- **TASK DETAILS**
Beneath this task are records; tally the lines in them that contain "nodes" and report only the number.

-*-*-

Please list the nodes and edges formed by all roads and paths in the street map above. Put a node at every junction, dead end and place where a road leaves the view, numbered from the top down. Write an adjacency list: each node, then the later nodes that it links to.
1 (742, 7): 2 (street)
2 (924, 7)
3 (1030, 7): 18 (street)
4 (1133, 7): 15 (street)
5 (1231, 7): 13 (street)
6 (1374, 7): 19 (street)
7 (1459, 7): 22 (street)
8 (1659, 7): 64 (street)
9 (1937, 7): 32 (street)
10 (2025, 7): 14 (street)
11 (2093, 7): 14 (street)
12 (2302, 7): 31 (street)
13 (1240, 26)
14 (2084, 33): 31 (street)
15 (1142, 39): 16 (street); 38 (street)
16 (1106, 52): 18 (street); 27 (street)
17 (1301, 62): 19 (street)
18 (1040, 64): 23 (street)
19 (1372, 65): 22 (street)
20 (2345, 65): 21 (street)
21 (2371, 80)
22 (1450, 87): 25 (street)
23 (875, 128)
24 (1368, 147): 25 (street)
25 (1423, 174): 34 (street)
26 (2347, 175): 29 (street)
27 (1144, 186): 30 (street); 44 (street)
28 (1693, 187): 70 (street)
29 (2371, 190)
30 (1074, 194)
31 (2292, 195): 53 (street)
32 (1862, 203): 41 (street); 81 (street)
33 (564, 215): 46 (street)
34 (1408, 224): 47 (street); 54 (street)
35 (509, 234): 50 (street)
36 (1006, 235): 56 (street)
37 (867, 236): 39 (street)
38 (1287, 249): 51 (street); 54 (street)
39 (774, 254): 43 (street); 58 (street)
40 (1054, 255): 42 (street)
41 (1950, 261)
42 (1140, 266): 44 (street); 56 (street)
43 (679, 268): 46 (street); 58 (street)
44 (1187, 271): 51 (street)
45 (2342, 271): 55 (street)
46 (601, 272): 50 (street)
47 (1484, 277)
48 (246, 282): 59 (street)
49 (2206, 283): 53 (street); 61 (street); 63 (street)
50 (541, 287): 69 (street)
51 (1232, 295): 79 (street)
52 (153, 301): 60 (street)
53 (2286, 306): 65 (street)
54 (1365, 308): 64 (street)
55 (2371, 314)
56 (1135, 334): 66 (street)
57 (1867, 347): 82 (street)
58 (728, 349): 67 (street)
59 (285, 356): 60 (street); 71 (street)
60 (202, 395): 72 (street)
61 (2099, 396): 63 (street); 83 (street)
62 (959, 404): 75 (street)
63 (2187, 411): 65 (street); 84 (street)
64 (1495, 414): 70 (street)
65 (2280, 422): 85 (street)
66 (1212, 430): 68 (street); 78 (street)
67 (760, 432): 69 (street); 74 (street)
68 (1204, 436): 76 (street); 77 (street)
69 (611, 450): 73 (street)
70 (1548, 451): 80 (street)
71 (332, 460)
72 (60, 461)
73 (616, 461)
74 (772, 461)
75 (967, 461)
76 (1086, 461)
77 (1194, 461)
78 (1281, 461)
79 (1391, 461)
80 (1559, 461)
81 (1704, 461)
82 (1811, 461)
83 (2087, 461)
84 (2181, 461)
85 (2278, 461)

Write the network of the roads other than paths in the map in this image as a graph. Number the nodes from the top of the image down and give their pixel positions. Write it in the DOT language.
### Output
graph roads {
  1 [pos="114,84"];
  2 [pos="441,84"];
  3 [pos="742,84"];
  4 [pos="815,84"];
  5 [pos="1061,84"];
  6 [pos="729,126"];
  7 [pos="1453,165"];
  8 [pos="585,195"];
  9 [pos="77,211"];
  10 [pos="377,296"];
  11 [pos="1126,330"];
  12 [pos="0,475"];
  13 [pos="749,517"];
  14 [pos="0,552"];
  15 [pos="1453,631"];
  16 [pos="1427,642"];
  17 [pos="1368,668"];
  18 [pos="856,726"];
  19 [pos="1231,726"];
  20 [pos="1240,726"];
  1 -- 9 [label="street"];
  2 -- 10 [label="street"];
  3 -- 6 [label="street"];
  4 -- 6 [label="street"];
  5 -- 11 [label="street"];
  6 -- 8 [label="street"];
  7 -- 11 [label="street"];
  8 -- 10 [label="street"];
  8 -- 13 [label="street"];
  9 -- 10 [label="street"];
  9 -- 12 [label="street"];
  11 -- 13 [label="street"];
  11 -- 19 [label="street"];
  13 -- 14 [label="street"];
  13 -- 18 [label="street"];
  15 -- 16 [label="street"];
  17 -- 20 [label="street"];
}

-*-*-

- **TASK OUTPUT**
2